MBA: Vollzeit, berufsbegleitend, Executive, Fernstudium

Der Master of Business Administration (MBA) hat viele Spielarten. Derzeit schwächeln die Vollzeit-Programme, während die Nachfrage nach berufsbegleitenden Angeboten geradezu boomt.

International gilt der MBA längst als der Managementabschluss schlechthin. In Deutschland ist er dagegen noch weniger bekannt.

Was ist ein MBA?

Der MBA steht für ein Studium in allgemeiner Unternehmensführung (General Management) und vermittelt Kenntnisse in allen dafür notwendigen Funktionen wie Finanz- und Rechnungswesen, Marketing und Personalführung. Er ist daher ideal für Absolventen technischer und naturwissenschaftlicher Studiengänge, die eine Managementposition innehaben oder anstreben. Als Postgraduate-Studium setzt er in der Regel einen ersten Hochschulabschluss (Bachelor) und einige Jahre Berufserfahrung voraus.

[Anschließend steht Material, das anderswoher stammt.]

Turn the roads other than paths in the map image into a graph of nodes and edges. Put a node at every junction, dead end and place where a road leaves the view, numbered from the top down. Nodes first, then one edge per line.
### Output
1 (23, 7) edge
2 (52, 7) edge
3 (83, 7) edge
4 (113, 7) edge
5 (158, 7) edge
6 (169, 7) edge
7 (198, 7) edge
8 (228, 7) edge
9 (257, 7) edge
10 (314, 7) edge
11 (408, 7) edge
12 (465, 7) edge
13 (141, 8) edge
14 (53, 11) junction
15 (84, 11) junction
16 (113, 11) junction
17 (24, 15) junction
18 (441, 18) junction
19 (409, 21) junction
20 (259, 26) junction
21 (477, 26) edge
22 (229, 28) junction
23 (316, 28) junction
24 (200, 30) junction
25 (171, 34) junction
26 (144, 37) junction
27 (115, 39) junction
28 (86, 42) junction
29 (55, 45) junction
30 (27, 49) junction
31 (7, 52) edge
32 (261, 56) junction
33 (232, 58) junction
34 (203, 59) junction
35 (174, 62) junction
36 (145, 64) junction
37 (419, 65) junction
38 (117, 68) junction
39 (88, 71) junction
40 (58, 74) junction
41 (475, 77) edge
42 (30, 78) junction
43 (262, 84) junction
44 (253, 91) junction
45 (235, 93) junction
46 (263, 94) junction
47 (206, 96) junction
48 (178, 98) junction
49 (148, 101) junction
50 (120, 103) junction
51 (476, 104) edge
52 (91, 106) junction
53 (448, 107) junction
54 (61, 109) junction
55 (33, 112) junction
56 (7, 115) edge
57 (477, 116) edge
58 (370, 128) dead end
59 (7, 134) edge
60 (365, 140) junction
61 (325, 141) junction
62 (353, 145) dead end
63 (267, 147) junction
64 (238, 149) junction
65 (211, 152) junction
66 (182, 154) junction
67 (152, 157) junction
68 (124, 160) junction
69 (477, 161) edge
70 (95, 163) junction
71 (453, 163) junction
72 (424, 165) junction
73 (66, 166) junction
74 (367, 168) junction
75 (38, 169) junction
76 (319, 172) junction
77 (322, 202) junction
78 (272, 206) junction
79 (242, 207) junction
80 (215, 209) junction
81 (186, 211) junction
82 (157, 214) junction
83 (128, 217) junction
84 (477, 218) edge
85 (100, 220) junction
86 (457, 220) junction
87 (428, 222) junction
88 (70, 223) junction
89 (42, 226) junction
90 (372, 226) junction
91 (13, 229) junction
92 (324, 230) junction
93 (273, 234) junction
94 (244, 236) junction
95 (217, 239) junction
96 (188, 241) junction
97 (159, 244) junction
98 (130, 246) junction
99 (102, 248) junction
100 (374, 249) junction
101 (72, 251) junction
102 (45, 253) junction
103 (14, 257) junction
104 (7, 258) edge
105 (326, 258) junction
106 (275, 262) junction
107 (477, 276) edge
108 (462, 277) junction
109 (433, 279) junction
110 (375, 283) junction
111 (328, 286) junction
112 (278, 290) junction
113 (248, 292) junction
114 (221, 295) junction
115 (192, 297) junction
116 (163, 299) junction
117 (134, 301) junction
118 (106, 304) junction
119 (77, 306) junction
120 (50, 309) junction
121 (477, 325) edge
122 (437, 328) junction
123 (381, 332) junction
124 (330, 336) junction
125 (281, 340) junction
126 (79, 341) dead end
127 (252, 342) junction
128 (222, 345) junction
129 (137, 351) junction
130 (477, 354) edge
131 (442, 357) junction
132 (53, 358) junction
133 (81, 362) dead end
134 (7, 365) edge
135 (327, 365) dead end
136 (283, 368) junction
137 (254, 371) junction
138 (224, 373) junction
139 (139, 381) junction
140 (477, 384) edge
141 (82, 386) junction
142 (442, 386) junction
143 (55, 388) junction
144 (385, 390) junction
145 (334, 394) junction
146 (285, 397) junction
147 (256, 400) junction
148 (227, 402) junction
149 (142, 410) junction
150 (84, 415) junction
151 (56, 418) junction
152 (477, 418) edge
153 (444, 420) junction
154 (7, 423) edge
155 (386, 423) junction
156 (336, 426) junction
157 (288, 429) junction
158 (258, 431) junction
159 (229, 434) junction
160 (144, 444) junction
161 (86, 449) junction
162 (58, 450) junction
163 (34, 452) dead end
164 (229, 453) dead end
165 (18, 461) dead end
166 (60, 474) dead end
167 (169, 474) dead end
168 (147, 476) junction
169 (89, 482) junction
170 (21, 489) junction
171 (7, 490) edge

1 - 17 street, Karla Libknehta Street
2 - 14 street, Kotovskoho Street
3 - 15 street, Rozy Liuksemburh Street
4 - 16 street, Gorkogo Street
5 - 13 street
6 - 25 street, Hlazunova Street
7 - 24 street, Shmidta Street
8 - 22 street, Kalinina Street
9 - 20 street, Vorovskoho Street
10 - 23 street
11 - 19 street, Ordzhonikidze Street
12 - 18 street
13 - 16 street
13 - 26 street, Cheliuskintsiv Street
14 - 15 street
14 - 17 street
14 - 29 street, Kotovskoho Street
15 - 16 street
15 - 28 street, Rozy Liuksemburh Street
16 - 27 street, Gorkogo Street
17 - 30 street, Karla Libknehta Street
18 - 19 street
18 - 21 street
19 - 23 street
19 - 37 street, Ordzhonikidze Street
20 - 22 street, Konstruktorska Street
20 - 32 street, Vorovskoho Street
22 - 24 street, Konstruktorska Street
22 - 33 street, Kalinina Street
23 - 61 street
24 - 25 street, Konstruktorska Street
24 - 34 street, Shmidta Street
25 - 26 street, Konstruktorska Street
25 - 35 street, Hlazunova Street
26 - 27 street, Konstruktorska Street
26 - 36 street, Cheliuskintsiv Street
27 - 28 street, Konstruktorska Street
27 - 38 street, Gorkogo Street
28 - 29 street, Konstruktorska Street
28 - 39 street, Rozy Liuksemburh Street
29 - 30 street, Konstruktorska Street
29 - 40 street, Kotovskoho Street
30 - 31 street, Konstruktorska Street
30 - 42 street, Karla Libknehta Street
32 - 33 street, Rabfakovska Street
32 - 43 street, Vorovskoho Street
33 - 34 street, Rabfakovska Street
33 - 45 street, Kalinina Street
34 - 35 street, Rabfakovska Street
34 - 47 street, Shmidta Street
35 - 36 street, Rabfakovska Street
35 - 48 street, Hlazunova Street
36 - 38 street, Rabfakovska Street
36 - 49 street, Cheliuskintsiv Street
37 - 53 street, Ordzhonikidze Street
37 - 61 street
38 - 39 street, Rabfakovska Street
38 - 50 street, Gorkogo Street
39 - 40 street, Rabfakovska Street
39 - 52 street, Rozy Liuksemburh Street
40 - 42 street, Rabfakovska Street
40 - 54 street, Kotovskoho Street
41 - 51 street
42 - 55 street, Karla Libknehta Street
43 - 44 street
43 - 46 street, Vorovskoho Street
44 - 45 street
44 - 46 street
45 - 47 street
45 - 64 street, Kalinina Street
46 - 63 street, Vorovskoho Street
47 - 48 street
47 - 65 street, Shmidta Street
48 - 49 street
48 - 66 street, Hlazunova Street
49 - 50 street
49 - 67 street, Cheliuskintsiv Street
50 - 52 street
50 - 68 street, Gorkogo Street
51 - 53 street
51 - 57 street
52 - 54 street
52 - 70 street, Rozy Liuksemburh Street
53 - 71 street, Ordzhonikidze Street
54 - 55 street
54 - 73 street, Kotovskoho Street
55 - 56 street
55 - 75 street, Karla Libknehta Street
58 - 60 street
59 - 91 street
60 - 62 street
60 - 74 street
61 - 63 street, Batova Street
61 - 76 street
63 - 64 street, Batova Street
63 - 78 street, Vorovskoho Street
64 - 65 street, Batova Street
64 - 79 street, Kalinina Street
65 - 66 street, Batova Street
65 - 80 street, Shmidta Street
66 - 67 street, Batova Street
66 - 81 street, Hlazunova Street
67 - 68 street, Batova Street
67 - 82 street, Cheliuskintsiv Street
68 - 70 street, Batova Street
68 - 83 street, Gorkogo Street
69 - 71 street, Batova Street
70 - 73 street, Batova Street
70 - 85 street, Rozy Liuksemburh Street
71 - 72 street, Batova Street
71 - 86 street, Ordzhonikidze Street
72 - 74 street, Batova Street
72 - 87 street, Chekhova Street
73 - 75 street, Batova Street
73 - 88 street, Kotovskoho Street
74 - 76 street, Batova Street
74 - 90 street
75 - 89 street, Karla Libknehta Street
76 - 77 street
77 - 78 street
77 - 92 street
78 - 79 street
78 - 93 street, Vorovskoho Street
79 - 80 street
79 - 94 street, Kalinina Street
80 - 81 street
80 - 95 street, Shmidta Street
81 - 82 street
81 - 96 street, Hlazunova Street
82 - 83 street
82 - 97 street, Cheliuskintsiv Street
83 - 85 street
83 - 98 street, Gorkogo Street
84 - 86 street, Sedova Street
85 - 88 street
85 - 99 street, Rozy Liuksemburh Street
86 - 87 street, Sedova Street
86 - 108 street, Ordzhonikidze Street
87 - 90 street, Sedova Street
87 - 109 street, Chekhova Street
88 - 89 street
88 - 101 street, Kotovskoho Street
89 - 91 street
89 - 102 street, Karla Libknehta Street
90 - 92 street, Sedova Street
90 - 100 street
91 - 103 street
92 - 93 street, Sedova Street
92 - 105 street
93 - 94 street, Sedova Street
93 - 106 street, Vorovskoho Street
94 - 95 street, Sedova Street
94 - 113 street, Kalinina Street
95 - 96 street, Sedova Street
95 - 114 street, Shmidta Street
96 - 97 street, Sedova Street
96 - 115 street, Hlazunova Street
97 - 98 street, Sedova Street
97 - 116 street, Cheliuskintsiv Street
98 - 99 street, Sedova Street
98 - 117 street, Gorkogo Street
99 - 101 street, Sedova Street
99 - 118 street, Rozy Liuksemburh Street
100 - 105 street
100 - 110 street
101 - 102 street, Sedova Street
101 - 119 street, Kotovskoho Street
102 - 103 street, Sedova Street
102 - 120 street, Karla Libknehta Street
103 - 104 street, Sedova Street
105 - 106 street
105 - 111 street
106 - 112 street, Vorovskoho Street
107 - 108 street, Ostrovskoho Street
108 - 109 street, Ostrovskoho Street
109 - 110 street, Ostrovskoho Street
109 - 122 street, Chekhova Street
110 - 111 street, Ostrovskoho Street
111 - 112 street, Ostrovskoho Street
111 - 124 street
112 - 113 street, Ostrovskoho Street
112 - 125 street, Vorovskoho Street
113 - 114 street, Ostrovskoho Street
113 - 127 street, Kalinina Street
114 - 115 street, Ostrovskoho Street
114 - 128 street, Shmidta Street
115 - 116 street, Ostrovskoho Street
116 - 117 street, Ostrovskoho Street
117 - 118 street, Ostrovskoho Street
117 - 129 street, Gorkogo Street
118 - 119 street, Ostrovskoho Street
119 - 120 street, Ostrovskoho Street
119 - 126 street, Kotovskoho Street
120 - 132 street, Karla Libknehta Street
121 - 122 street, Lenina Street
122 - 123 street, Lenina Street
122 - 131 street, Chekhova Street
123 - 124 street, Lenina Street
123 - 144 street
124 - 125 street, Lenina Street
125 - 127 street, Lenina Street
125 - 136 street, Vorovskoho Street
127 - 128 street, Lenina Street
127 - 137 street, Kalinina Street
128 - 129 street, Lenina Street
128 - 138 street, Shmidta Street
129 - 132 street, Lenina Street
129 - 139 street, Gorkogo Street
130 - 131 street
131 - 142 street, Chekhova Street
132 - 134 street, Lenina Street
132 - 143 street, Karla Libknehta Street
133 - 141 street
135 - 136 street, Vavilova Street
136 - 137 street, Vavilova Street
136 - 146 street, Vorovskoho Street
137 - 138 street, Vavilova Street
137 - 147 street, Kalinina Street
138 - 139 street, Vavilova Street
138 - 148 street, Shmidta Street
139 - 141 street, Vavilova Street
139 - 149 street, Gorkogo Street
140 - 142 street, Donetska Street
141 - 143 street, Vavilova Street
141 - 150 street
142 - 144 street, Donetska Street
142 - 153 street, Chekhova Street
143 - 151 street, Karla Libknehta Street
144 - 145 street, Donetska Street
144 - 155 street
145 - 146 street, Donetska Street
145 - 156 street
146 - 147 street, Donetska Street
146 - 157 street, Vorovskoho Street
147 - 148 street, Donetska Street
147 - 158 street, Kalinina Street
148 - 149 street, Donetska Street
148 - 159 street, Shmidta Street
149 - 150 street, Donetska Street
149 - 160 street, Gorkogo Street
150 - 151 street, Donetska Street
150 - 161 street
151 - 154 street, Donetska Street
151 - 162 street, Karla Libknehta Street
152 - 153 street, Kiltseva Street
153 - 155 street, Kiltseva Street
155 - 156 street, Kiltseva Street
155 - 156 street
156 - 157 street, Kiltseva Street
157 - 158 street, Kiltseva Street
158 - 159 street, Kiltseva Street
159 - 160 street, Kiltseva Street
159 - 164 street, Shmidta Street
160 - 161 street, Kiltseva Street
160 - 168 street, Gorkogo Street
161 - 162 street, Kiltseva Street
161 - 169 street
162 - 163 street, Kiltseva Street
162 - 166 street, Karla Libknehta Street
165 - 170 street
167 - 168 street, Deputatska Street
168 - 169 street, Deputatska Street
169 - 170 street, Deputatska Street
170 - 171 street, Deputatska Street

Ein wesentlicher Vorteil eines MBA-Studiums ist es, dass Teilnehmer mit unterschiedlichem fachlichem Hintergrund (wie Ingenieure, Juristen oder Mediziner) und aus unterschiedlichen Branchen zusammen und damit auch voneinander lernen. Ein MBA-Programm ist daher immer nur so gut wie seine Teilnehmer: Je qualifizierter sie sind und je vielfältiger die Klasse ist, desto mehr profitieren alle davon.

MBA-Formate: Vollzeit, berufsbegleitend, Executive

In den USA dauern die Vollzeit-Studiengänge meist zwei Jahre, in Europa ist es ein Jahr. Doch die Vollzeit-Programme scheinen immer mehr zum Auslaufmodell zu werden, denn sie binden die Teilnehmer und sie sind teuer. An etlichen Schulen sinkt daher die Nachfrage. Immer beliebter werden dagegen berufsbegleitende Programme, bei denen der Unterricht am Abend oder Wochenende, wahlweise auch in mehrtägigen Modulen stattfindet.

Eine Form davon ist der Executive MBA, der sich an Mitarbeiter mit mehrjähriger Berufs- und Führungserfahrung richtet. Hier müssen die Teilnehmer oftmals Aufgaben oder Projekte aus dem Unternehmen bearbeiten. Damit eignet sich das Studium auch als Maßnahme der Personalentwicklung, von der beide Seiten profitieren: Der Teilnehmer erwirbt einen anerkannten akademischen Titel, das Unternehmen nützt das erworbene Know-how und kann die neue Qualifizierung in die Laufbahnplanung integrieren.

Neben Global MBA und Fernstudium ist der Online-MBA klar im Trend

Wer vor allem einen Einblick ins internationale Business sucht, ist bei einem Global Executive MBA gut aufgehoben. Hier reisen die Teilnehmer zum Unterricht in verschiedene Länder und lernen dadurch die jeweilige Wirtschaft und Kultur kennen. Bei einem Fernstudium-MBA erarbeitet man sich den Lernstoff mithilfe von Studienbriefen und wird von Tutoren betreut. Inzwischen kann man die Lerninhalte oft auch online oder per App abrufen. Das derzeit am schnellsten wachsende Format ist der Online-MBA, wobei die meisten Angebote auf Blended Learning setzen: Online-Lernen kombiniert mit kurzen Präsenzphasen.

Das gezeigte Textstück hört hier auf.